I and some friends just came up with this. (We came up with some ideas for the proof, after coming across the formula on the internet.) This is the coolest application of the Möbius inversion formula that I’ve seen so far.

Let q be a prime power and n any positive integer. We wish to count the number C(n) of monic irreducible polynomials of degree n over the finite field \mathbb F_q.

Note that the zeros of

\displaystyle F_d(X):=\prod_{\deg(f)=d}f(X)

are precisely the elements of degree d over \mathbb F_q, where the product is taken over monic irreducible polynomials f\in\mathbb F_q[X]. Further, we have the following:

Lemma 1. Let g\neq h be relatively prime polynomials over a field k. Then g and h have no common zeros.

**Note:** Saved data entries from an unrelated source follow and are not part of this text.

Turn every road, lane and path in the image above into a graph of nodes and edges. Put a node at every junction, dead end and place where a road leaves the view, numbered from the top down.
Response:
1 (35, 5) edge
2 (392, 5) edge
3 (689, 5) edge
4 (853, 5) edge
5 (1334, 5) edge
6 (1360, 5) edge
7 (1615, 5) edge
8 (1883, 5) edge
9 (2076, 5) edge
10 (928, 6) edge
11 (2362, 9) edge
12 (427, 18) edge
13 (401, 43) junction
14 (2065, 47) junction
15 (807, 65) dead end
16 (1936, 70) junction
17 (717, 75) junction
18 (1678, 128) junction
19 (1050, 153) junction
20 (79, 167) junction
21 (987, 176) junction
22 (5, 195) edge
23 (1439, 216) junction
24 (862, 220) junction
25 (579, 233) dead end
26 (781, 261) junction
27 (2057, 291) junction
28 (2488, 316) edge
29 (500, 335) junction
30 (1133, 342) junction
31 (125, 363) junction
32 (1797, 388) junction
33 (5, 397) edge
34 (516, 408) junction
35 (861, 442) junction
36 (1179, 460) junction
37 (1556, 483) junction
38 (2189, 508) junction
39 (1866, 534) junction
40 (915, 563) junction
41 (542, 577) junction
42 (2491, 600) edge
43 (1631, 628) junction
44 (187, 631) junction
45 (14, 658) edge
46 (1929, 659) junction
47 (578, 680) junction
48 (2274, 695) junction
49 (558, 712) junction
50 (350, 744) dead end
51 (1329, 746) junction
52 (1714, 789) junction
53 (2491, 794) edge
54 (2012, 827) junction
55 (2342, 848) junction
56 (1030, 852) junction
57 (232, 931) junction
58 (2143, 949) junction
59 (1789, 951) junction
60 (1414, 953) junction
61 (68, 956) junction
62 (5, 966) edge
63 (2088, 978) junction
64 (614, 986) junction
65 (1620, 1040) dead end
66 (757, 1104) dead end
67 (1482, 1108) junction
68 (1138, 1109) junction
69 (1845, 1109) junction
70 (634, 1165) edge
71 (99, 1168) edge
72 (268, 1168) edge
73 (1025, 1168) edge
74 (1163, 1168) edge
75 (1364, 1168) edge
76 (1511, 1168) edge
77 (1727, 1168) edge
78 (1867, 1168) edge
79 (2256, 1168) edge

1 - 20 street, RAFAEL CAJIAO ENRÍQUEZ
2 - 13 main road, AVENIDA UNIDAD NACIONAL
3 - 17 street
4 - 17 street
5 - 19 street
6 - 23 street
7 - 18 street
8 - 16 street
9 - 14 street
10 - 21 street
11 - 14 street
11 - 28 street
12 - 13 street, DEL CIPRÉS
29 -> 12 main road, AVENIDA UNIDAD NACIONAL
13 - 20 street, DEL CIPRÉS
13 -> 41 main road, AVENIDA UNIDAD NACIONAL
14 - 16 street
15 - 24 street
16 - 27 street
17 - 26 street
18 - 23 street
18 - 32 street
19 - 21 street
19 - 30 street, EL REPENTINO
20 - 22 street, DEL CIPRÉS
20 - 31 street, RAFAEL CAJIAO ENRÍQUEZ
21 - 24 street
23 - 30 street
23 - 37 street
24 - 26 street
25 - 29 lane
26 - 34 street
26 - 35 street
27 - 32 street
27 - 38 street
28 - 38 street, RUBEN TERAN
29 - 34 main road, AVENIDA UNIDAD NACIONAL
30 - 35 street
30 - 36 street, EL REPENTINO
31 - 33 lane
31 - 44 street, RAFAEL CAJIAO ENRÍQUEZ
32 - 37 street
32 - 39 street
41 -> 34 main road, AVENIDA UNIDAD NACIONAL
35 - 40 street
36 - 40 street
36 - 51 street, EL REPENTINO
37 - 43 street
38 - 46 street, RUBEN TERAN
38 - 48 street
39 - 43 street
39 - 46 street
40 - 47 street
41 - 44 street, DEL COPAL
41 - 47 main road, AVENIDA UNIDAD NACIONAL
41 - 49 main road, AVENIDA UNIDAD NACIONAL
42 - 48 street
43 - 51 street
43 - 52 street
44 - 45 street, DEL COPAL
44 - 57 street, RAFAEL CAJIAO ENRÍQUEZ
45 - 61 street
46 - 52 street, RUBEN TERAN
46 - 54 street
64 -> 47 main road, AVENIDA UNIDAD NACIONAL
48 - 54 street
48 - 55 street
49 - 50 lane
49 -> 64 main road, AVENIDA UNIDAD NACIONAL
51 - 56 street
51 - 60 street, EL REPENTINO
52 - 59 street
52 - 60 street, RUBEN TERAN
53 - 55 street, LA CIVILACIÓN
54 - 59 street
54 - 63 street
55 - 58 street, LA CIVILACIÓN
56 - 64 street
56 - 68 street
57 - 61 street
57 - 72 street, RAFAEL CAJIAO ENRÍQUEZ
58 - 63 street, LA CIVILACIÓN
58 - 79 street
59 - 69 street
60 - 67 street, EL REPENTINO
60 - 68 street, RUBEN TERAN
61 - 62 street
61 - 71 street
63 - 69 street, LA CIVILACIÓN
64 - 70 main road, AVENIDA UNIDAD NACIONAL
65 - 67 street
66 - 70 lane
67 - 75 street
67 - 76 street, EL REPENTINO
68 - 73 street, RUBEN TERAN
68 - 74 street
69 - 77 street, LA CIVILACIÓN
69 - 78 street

Proof. Since k[X] is a PID, there are polynomials u,v\in k[X] such that ug+vh=1. If \alpha is a common zero of g and h in some extension K/k, then X-\alpha divides 1=ug+vh in K[X], a contradiction. \square

Lemma 2. If f is irreducible over a field k, then f has distinct zeros.

Proof. Note that any multiple zero of f must be a common zero of f and its formal derivative f'. Since f is irreducible over k, it follows that f and f' are relatively prime over k. Now apply lemma 1 to f and f'. \square

It follows that the zeros of

\displaystyle \prod_{d\mid n}F_d(X)

are all distinct and are precisely the elements of the union of all the subfields of \mathbb F_{q^n}, which is just \mathbb F_{q^n}. This implies

(*)\qquad\qquad\qquad\qquad\quad\displaystyle\prod_{d\mid n}F_d(X)=X^{q^n}-X,

since \mathbb F_{q^n} is the splitting field of X^{q^n}-X over \mathbb F_q. Now a comparison of the degrees of both sides reveals that

\displaystyle\sum_{d\mid n}dC(d)=q^n.

Finally, Möbius inversion gives

\displaystyle \boxed{C(n)=\frac 1n\sum_{d\mid n}\mu(d)q^{n/d}}.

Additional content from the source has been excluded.